───── Source records ─────

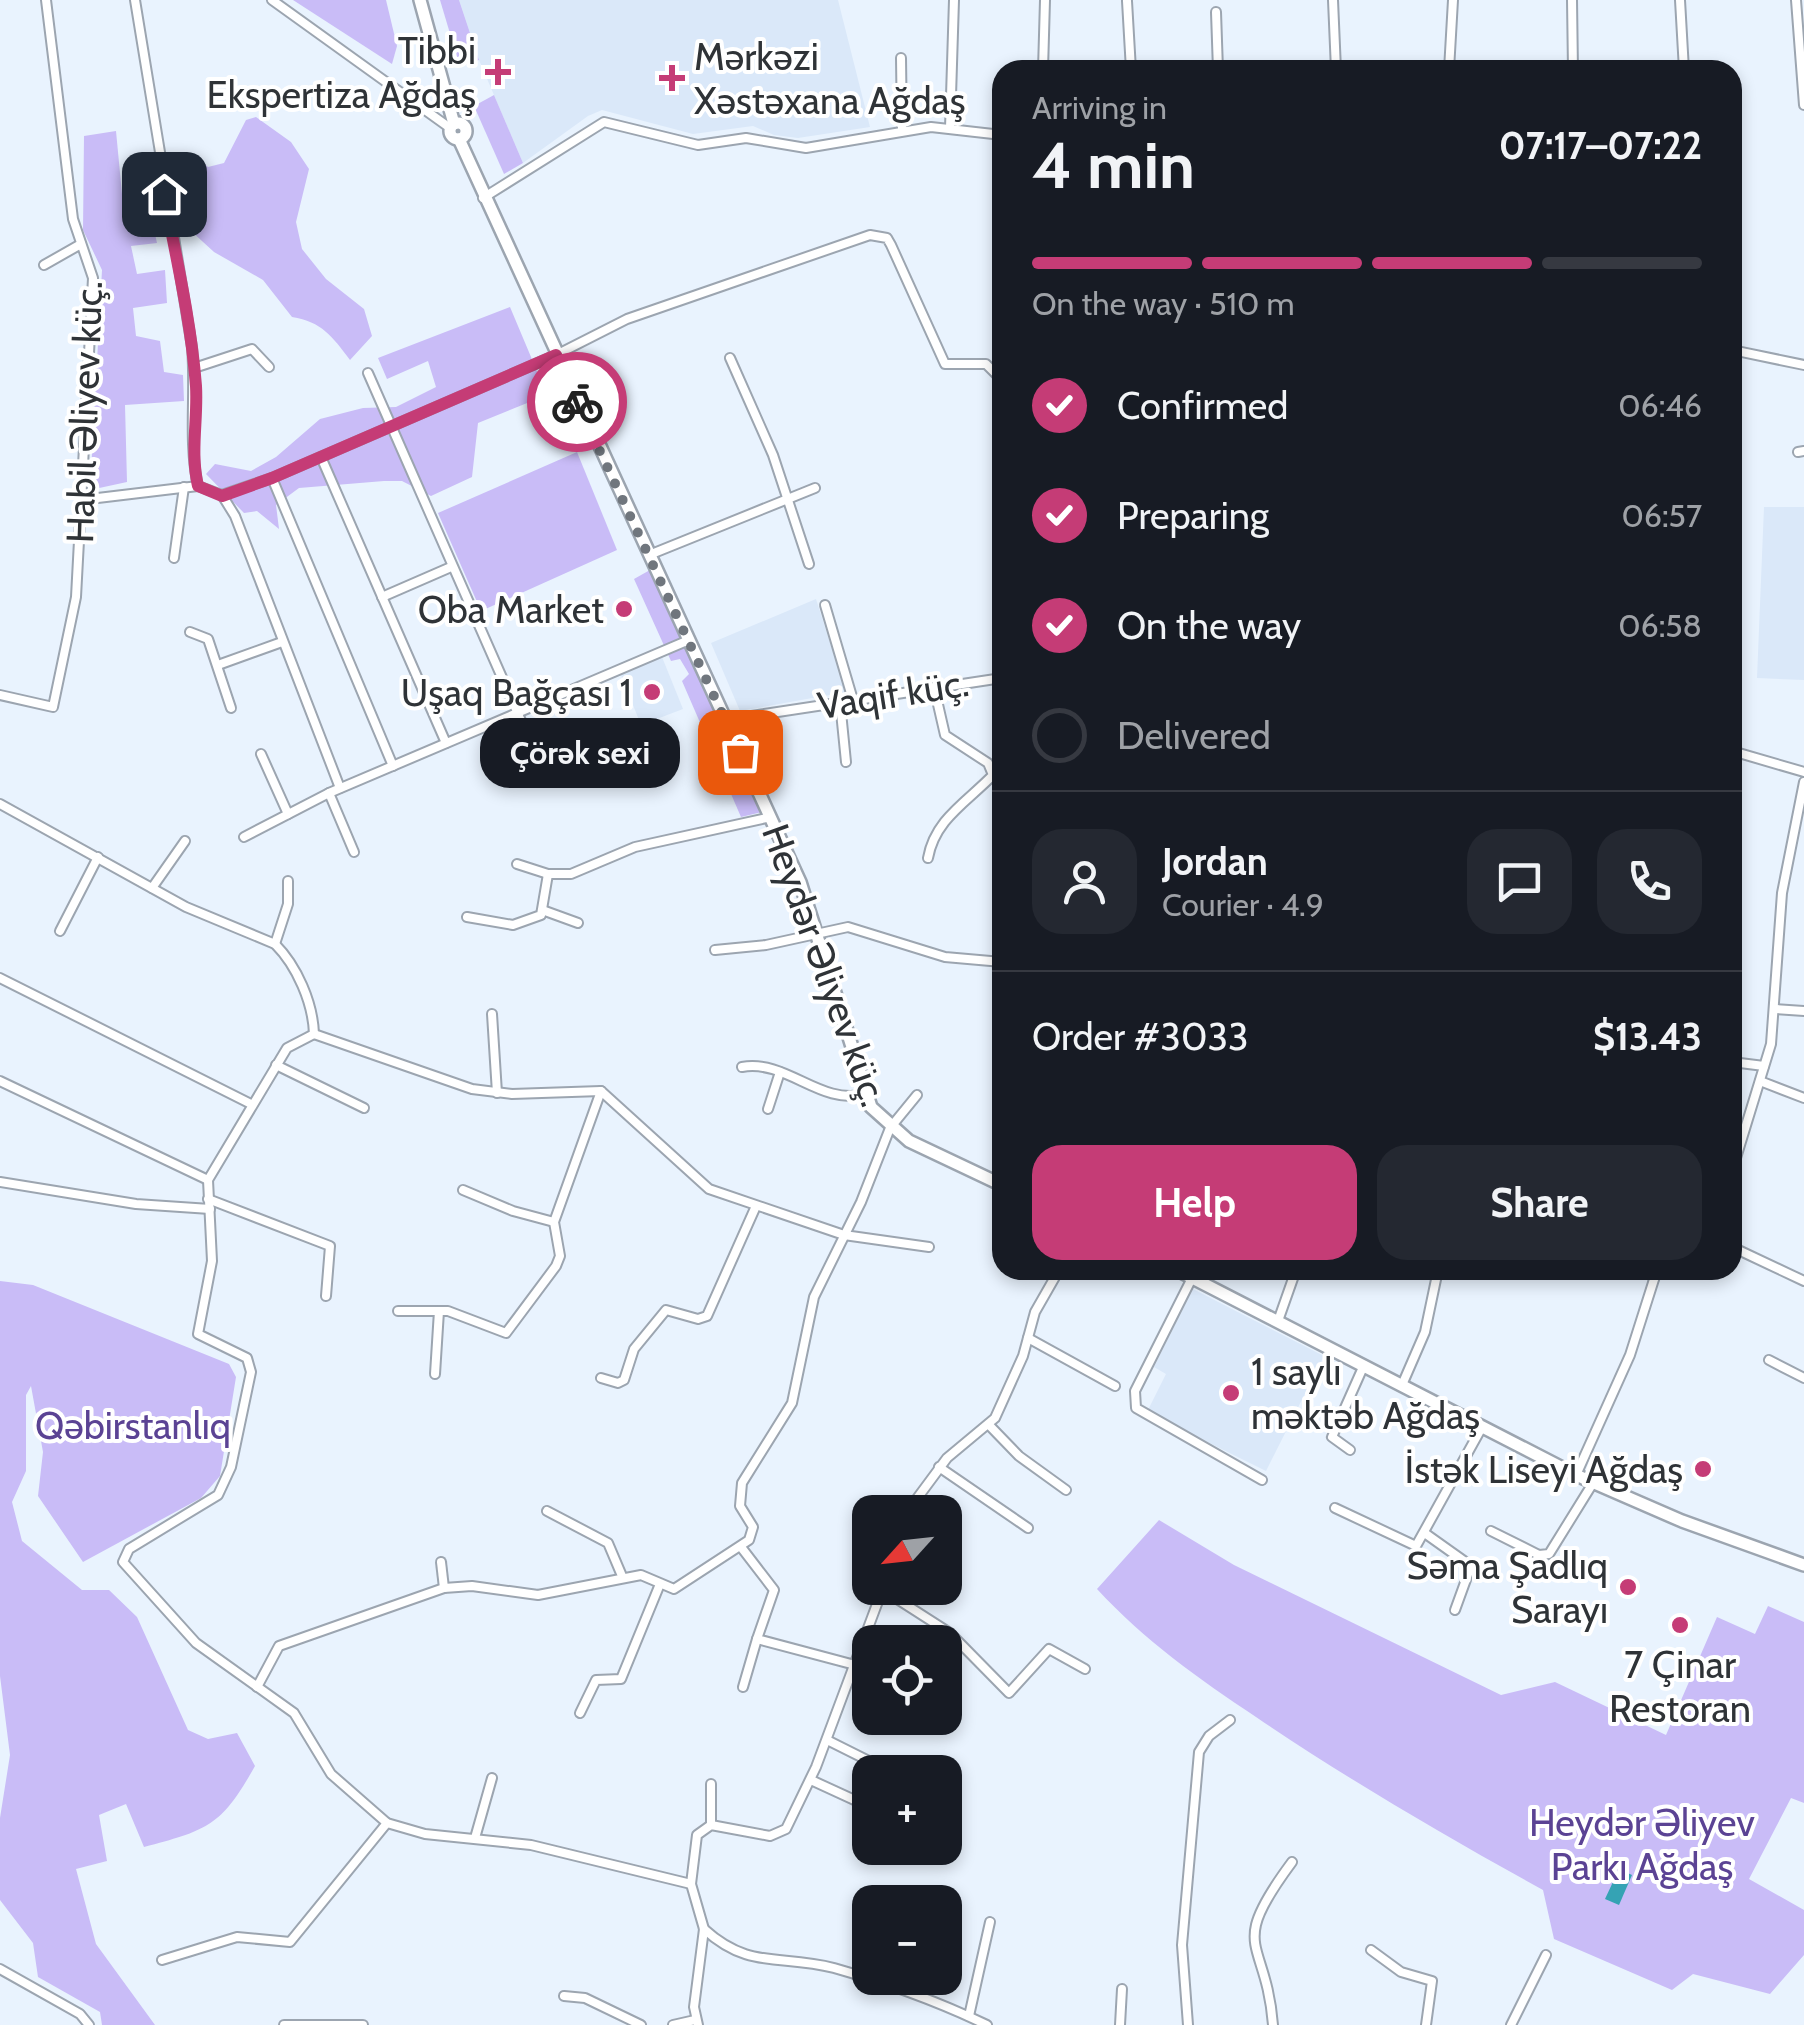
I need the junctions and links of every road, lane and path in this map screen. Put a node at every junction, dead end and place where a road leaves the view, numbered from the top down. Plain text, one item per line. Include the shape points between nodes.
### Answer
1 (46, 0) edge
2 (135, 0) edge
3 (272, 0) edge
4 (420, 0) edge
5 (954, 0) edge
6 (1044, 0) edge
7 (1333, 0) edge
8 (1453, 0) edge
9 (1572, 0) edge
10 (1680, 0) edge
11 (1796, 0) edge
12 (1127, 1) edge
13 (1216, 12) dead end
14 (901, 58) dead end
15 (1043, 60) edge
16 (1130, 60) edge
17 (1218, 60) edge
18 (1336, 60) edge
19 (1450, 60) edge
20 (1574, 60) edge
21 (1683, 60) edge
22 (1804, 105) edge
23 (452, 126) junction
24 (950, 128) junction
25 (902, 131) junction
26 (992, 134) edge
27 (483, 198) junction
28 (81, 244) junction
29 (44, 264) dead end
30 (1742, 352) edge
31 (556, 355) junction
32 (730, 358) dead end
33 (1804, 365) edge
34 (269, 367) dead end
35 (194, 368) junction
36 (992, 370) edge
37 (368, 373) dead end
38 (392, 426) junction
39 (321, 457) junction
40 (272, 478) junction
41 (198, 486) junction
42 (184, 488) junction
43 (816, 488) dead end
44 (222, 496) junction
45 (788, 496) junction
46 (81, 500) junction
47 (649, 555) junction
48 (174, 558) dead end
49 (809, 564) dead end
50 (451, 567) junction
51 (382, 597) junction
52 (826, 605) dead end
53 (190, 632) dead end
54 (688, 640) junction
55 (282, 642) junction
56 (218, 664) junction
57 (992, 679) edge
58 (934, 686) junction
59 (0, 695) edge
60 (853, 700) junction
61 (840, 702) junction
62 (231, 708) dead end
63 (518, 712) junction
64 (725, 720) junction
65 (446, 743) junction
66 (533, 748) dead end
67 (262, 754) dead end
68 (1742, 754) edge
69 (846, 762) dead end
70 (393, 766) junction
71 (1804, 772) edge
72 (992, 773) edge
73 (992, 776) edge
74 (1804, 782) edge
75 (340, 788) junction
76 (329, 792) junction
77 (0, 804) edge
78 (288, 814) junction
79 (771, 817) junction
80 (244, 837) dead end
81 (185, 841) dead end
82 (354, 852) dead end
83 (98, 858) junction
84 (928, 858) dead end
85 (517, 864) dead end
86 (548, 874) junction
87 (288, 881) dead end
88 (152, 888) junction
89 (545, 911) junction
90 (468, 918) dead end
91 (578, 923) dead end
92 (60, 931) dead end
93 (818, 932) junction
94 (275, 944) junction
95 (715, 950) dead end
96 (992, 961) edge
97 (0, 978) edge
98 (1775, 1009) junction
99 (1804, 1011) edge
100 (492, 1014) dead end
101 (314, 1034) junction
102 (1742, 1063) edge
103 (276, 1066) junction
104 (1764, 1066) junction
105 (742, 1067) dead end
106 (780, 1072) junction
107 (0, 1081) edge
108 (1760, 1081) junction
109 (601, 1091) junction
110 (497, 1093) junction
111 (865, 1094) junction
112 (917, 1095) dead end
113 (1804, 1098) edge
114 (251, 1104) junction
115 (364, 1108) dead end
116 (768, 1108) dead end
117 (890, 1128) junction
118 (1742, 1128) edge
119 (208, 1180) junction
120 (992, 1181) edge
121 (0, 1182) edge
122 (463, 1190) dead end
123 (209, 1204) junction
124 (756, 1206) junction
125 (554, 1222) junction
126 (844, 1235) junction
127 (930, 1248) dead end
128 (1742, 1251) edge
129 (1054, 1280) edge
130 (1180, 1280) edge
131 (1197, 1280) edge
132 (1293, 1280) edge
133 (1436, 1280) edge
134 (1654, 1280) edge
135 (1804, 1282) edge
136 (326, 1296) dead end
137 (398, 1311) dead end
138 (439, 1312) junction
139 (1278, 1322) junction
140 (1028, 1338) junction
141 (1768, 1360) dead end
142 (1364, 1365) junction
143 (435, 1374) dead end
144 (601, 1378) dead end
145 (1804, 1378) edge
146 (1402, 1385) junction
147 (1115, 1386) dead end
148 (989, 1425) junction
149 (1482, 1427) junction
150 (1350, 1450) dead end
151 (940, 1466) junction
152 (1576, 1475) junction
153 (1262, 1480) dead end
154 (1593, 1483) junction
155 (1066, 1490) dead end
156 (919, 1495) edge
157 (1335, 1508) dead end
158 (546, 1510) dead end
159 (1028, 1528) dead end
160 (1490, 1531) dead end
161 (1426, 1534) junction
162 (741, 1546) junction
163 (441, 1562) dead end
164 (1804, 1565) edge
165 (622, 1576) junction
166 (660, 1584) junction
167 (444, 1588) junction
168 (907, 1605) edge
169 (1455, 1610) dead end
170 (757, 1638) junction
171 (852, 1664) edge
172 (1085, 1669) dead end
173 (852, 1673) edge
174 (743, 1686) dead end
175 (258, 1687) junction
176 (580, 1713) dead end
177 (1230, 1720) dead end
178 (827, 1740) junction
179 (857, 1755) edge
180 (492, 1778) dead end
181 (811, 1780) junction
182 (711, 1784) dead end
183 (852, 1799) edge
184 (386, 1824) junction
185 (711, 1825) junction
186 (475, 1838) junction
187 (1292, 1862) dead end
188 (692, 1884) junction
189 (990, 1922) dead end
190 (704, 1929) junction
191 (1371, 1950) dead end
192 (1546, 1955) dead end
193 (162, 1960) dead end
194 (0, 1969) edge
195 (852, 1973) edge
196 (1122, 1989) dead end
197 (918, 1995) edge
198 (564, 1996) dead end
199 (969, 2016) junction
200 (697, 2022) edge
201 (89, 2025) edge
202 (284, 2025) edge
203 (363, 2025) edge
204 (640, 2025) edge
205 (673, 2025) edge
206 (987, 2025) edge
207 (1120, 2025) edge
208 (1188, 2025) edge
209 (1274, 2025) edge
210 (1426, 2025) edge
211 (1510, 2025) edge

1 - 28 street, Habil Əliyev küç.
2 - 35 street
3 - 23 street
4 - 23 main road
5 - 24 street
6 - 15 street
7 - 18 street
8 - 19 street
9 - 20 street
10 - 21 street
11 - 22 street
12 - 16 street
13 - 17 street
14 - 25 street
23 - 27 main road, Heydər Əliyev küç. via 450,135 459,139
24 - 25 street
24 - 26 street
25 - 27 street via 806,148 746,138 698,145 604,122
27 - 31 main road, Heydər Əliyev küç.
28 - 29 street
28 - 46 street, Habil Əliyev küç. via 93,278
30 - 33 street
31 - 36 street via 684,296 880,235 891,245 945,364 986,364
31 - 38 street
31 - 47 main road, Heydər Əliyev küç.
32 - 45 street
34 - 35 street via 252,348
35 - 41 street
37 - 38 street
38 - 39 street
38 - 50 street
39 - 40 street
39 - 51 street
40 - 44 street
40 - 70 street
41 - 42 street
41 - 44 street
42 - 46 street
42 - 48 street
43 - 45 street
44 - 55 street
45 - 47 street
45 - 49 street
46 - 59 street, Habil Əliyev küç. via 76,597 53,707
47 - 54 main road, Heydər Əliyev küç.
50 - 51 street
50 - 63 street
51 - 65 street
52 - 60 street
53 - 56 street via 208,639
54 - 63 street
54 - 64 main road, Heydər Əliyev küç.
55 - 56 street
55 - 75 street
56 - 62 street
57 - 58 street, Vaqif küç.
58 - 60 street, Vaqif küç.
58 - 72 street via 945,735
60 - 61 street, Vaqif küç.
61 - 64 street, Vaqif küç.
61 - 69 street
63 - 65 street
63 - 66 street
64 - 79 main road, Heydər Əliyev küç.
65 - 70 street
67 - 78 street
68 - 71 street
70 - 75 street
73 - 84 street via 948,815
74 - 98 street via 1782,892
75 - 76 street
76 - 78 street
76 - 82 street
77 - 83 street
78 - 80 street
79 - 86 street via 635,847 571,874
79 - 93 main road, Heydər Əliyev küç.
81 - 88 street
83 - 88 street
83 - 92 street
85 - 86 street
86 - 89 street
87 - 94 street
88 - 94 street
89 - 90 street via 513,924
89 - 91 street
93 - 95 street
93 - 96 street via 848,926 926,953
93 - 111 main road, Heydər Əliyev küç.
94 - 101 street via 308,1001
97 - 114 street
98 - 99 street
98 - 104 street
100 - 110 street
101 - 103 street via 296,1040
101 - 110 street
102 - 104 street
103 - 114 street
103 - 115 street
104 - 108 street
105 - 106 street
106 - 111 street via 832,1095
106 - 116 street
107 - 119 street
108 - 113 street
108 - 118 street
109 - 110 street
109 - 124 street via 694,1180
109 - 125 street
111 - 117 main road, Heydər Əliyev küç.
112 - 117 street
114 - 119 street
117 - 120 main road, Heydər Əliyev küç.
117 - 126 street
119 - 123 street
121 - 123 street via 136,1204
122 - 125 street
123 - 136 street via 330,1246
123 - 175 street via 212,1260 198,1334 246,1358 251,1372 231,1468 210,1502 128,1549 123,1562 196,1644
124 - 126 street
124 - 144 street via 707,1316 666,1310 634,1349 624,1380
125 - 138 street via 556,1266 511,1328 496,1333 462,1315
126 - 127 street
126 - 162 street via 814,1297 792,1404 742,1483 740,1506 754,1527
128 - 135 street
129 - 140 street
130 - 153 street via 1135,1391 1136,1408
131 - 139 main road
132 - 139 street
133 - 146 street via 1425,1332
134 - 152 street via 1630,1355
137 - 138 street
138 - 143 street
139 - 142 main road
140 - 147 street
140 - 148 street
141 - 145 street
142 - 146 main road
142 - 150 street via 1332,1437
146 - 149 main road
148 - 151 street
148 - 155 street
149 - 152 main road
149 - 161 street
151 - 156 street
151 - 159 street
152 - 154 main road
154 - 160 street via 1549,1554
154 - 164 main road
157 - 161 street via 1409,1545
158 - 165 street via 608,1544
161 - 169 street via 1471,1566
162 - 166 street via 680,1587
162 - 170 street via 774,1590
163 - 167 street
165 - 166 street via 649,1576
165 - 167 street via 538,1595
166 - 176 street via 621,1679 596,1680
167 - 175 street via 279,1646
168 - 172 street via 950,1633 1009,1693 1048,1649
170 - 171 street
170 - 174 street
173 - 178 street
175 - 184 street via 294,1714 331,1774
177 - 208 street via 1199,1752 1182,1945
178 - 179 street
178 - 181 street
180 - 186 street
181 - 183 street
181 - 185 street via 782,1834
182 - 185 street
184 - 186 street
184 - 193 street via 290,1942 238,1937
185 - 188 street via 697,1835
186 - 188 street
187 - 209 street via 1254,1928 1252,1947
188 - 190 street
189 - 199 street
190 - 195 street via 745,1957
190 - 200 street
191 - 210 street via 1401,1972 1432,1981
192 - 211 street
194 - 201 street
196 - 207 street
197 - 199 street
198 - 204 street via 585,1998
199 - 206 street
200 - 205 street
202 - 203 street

─────
───── Source records ─────

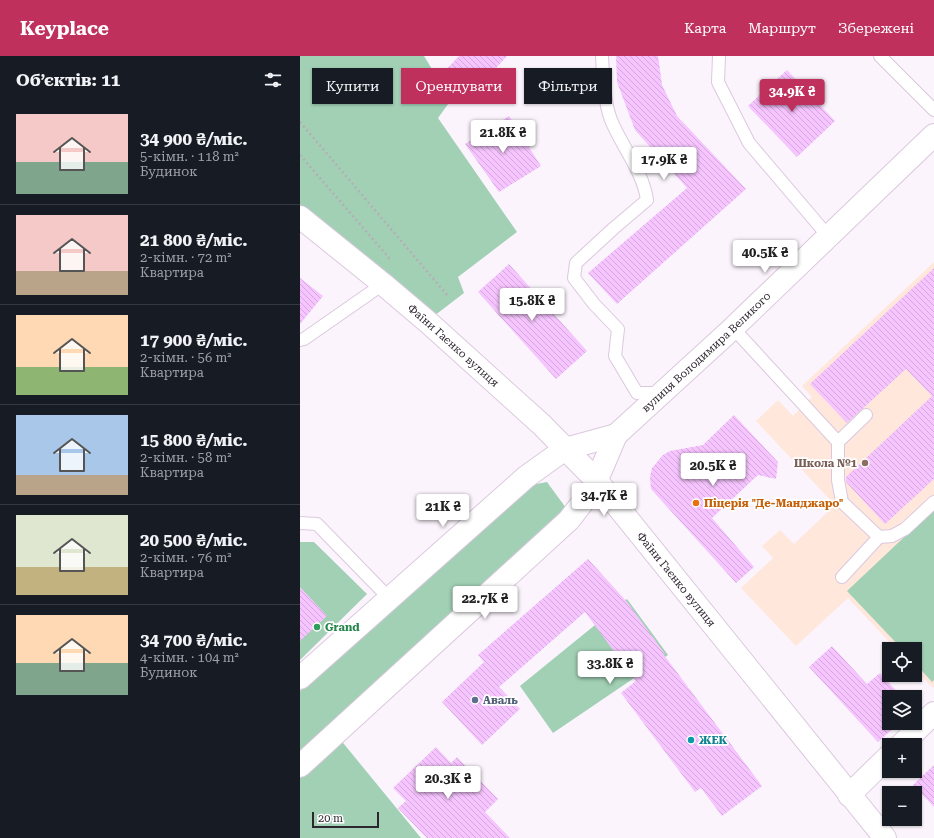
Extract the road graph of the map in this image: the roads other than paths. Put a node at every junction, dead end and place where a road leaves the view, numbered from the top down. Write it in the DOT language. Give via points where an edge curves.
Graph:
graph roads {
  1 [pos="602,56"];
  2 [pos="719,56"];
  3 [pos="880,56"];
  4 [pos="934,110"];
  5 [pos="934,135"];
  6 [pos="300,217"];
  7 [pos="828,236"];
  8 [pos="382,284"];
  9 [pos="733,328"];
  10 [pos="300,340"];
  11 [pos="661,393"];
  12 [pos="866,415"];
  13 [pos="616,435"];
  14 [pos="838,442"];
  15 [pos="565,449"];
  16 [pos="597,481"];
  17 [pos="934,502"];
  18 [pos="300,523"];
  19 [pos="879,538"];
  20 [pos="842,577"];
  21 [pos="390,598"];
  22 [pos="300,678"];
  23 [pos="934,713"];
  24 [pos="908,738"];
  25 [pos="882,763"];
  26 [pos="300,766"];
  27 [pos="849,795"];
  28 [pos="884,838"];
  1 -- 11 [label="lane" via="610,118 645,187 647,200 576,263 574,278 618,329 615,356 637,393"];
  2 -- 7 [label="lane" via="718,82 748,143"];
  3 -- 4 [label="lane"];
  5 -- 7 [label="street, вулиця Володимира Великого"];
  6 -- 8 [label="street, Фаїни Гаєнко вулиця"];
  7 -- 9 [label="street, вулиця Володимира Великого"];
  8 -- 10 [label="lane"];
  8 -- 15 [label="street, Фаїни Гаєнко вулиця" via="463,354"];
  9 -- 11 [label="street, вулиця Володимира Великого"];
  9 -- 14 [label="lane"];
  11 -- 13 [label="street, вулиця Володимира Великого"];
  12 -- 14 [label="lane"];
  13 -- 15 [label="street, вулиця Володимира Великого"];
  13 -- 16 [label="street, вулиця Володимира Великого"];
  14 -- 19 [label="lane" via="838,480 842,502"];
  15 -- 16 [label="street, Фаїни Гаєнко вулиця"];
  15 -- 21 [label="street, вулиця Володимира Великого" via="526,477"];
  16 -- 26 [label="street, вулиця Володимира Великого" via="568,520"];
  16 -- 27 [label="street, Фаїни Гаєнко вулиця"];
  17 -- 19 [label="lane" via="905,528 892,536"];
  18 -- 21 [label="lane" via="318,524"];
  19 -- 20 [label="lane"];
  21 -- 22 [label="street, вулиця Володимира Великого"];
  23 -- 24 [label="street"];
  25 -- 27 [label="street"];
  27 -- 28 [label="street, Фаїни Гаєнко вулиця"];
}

─────

◆ **The problem**: Within the data above, pick out all lines holding the word "Великого".

◆ **Result**:
  5 -- 7 [label="street, вулиця Володимира Великого"];
  7 -- 9 [label="street, вулиця Володимира Великого"];
  9 -- 11 [label="street, вулиця Володимира Великого"];
  11 -- 13 [label="street, вулиця Володимира Великого"];
  13 -- 15 [label="street, вулиця Володимира Великого"];
  13 -- 16 [label="street, вулиця Володимира Великого"];
  15 -- 21 [label="street, вулиця Володимира Великого" via="526,477"];
  16 -- 26 [label="street, вулиця Володимира Великого" via="568,520"];
  21 -- 22 [label="street, вулиця Володимира Великого"];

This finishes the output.